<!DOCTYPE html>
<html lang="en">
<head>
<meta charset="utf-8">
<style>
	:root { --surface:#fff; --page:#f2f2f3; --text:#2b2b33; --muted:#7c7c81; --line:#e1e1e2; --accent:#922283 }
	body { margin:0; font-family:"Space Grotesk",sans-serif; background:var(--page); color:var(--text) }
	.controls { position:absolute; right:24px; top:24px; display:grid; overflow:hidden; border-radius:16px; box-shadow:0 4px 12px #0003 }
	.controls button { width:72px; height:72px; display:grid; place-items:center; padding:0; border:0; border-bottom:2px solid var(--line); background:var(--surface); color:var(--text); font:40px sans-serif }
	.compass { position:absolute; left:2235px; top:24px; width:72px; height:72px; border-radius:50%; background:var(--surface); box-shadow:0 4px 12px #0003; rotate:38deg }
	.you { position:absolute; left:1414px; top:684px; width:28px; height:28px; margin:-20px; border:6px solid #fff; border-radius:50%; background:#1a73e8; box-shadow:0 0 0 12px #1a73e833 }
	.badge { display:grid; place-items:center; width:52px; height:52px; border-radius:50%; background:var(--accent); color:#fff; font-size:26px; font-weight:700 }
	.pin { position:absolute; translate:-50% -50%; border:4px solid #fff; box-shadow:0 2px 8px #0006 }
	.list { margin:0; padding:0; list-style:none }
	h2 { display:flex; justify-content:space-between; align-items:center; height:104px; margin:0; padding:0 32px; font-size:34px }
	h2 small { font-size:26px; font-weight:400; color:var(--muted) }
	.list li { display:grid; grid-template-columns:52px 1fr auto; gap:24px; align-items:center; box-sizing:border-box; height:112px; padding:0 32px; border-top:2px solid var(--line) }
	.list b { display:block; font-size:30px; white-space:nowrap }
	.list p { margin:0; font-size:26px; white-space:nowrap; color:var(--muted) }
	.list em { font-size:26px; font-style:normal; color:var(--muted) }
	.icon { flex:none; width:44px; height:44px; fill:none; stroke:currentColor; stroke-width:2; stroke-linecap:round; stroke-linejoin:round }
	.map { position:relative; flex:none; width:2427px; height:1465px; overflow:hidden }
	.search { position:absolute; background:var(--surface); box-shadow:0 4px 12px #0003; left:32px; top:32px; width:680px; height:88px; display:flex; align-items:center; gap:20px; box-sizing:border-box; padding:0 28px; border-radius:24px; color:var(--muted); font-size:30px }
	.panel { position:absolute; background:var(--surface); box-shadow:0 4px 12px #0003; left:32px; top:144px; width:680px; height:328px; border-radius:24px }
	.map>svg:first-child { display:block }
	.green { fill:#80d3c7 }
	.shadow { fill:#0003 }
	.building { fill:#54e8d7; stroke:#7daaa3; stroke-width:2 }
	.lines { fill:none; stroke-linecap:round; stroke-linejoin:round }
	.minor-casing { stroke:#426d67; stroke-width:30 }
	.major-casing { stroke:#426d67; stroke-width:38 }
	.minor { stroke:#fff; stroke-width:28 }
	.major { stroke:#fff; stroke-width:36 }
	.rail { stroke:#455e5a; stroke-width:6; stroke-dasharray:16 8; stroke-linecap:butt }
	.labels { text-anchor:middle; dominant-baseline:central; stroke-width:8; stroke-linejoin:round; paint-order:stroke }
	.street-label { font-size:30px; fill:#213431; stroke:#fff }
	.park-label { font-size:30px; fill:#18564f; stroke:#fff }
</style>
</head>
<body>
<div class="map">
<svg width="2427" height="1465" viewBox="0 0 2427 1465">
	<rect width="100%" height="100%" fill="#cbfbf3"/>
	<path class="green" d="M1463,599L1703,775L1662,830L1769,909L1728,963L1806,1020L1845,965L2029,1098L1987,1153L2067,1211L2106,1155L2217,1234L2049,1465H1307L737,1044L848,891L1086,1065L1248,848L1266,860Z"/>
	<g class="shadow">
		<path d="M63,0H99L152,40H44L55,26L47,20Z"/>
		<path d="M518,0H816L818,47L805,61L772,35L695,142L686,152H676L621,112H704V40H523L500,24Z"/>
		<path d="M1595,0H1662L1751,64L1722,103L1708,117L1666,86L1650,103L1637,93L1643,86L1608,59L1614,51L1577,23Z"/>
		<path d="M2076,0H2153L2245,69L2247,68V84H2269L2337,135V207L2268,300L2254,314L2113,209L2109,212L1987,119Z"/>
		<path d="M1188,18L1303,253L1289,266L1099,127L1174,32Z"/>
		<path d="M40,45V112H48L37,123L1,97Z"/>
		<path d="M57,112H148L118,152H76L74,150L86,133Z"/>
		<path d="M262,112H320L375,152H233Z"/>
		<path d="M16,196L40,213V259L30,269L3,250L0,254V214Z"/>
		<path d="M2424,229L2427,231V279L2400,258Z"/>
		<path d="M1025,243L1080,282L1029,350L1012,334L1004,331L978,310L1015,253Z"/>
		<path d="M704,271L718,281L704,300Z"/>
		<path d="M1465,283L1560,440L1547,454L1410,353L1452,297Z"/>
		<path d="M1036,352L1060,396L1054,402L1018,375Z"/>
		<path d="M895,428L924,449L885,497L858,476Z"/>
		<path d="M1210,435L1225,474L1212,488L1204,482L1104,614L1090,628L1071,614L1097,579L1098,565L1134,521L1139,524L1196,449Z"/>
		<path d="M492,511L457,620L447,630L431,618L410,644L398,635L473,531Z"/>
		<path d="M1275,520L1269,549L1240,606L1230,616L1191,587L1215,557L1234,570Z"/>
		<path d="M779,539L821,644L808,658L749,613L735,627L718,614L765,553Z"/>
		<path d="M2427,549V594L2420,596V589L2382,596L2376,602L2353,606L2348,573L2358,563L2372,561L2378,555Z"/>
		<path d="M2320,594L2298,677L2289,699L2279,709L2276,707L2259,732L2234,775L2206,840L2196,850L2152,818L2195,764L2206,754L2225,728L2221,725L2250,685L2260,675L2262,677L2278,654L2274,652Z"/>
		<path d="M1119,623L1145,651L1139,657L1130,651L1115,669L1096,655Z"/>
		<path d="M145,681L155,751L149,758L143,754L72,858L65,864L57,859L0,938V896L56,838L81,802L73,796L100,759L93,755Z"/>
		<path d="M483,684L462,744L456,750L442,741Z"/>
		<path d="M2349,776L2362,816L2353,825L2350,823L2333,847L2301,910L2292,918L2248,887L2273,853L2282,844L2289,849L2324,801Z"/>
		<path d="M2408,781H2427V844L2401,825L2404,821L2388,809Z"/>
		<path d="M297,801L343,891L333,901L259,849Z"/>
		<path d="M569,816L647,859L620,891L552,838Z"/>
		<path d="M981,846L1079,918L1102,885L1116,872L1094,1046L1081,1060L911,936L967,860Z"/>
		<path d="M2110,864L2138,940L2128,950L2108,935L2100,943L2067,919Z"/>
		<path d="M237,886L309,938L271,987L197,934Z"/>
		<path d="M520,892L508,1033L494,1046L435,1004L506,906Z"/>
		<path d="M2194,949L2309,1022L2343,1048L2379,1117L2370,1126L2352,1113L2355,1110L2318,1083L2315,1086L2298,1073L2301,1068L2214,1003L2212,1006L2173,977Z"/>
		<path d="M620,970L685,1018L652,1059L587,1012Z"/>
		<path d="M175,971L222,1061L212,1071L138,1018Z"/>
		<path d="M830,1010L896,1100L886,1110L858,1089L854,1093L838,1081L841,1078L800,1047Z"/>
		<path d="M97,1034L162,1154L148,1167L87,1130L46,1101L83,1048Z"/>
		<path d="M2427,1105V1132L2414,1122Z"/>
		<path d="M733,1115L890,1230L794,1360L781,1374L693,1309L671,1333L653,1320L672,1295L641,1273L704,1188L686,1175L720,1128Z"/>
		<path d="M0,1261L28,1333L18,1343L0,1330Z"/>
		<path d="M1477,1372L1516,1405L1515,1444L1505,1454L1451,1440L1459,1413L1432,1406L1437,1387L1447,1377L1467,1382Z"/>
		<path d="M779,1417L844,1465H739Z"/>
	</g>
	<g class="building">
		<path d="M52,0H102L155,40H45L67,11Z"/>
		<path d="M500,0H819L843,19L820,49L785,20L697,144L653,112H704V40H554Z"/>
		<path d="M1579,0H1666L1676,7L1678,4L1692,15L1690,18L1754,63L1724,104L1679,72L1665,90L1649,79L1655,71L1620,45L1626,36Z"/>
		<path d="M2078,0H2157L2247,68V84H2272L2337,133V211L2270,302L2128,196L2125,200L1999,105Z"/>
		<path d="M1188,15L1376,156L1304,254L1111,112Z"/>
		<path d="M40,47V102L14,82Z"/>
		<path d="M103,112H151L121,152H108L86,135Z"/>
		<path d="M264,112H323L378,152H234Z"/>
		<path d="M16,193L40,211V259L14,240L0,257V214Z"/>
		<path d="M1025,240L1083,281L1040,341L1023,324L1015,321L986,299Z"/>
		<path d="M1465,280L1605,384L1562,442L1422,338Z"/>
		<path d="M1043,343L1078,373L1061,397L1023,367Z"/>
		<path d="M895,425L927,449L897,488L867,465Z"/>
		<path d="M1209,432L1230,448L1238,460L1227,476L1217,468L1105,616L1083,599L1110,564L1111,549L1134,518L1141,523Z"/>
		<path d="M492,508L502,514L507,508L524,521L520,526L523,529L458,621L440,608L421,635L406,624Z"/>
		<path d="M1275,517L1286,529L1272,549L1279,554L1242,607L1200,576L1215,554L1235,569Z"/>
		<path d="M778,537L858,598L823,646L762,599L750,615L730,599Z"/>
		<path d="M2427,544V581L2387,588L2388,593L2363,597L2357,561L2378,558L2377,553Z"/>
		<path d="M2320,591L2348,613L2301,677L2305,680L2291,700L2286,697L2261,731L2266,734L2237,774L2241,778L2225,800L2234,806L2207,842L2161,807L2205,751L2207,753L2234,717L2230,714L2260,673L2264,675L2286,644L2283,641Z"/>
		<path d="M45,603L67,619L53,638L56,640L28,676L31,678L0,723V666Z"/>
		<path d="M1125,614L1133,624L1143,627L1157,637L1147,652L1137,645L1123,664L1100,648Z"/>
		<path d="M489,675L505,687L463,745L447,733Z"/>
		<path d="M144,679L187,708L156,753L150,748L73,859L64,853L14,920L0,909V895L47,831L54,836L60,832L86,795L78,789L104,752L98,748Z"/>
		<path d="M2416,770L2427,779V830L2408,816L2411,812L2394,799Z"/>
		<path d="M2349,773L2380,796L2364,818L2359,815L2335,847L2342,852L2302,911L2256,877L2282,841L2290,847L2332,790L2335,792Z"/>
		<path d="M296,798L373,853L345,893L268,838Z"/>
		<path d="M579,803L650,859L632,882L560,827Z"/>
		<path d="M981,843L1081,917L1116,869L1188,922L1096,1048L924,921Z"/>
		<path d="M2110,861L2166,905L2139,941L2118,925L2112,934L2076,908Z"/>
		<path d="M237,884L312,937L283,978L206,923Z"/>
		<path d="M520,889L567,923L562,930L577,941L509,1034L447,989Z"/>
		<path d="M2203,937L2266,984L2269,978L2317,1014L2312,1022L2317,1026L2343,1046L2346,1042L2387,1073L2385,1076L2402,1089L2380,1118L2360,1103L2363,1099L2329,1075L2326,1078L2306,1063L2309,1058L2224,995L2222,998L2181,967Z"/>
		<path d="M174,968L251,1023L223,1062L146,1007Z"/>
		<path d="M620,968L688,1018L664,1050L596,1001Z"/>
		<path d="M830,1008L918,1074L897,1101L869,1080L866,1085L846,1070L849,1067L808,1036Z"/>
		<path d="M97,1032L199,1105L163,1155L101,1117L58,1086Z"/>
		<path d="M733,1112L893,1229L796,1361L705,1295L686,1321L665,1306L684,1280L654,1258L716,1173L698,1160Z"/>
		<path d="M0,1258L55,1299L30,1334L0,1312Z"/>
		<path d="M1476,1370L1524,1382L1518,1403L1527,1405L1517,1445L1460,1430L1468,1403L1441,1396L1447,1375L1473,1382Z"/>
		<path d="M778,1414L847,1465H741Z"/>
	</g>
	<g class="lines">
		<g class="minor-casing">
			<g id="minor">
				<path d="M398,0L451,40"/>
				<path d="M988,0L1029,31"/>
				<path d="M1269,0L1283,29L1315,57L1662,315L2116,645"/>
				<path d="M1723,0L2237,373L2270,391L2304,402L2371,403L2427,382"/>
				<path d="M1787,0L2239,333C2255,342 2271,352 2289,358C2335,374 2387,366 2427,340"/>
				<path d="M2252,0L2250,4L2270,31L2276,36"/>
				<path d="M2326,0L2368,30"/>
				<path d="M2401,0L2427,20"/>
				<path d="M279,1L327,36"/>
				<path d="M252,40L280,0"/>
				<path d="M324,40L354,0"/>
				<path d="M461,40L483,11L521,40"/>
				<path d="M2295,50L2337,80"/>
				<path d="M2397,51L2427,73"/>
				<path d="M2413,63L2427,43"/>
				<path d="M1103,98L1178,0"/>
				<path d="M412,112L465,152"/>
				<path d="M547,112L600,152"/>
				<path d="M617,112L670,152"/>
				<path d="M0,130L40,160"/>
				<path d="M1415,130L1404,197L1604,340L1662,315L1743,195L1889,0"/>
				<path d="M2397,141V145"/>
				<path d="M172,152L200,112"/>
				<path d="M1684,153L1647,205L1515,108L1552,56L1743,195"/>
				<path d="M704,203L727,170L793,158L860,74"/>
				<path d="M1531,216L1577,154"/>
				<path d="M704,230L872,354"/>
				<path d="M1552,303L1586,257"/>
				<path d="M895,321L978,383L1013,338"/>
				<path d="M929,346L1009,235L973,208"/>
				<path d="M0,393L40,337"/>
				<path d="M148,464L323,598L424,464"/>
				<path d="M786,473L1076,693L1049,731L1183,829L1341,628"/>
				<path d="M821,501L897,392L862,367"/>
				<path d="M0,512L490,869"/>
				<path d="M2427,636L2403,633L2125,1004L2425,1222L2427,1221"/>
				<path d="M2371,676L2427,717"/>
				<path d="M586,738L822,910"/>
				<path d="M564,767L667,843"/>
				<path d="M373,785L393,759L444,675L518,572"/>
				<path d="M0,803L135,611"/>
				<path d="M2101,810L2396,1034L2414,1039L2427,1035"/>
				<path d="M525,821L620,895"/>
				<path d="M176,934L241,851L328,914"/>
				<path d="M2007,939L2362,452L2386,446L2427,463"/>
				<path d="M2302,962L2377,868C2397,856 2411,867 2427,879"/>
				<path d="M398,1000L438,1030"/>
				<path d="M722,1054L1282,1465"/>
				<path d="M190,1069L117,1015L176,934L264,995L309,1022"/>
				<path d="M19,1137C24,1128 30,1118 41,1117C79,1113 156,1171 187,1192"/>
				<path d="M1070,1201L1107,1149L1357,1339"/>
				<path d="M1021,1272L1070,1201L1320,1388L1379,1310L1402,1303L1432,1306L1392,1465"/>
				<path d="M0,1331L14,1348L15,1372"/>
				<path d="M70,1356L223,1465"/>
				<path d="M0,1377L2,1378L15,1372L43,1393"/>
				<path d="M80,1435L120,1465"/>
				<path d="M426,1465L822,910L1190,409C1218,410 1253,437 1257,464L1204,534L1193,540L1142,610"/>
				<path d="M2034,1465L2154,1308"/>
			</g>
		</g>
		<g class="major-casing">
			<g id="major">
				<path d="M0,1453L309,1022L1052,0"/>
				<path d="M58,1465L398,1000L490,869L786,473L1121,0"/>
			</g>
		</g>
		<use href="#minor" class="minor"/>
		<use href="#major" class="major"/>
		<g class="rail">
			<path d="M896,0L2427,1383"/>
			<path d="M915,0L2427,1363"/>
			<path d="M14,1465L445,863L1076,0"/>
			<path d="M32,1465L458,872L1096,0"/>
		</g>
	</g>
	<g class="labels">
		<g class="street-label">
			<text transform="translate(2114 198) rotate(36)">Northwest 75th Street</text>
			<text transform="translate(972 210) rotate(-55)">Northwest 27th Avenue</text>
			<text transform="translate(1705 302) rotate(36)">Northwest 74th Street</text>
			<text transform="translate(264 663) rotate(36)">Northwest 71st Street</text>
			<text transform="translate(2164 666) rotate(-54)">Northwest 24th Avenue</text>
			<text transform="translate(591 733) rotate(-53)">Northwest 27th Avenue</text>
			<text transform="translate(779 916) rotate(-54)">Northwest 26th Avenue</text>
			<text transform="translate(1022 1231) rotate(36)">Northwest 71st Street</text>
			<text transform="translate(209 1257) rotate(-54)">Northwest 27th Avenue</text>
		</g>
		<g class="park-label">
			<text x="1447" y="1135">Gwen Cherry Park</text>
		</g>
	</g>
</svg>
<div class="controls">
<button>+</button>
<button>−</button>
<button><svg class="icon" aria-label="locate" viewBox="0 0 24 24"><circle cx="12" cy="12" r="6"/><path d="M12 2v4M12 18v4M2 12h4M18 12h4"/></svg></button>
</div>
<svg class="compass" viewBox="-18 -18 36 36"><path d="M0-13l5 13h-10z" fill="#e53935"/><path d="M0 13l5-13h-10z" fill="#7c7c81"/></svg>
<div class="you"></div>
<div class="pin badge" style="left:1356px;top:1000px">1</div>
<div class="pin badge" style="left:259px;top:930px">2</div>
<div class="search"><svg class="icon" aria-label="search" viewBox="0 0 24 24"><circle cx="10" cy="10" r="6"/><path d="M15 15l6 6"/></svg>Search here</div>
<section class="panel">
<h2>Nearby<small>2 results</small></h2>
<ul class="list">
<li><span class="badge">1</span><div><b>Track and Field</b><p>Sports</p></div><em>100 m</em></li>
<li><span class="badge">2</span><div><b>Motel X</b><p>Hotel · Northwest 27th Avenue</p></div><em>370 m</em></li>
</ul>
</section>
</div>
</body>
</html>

> _TASK GOAL_: What is needed is every line from the start of the entries through the line containing "font-size:26px; font-weight:400; color:var(--muted)", returned word for word and nothing else.

> _TASK OUTPUT_:
<!DOCTYPE html>
<html lang="en">
<head>
<meta charset="utf-8">
<style>
	:root { --surface:#fff; --page:#f2f2f3; --text:#2b2b33; --muted:#7c7c81; --line:#e1e1e2; --accent:#922283 }
	body { margin:0; font-family:"Space Grotesk",sans-serif; background:var(--page); color:var(--text) }
	.controls { position:absolute; right:24px; top:24px; display:grid; overflow:hidden; border-radius:16px; box-shadow:0 4px 12px #0003 }
	.controls button { width:72px; height:72px; display:grid; place-items:center; padding:0; border:0; border-bottom:2px solid var(--line); background:var(--surface); color:var(--text); font:40px sans-serif }
	.compass { position:absolute; left:2235px; top:24px; width:72px; height:72px; border-radius:50%; background:var(--surface); box-shadow:0 4px 12px #0003; rotate:38deg }
	.you { position:absolute; left:1414px; top:684px; width:28px; height:28px; margin:-20px; border:6px solid #fff; border-radius:50%; background:#1a73e8; box-shadow:0 0 0 12px #1a73e833 }
	.badge { display:grid; place-items:center; width:52px; height:52px; border-radius:50%; background:var(--accent); color:#fff; font-size:26px; font-weight:700 }
	.pin { position:absolute; translate:-50% -50%; border:4px solid #fff; box-shadow:0 2px 8px #0006 }
	.list { margin:0; padding:0; list-style:none }
	h2 { display:flex; justify-content:space-between; align-items:center; height:104px; margin:0; padding:0 32px; font-size:34px }
	h2 small { font-size:26px; font-weight:400; color:var(--muted) }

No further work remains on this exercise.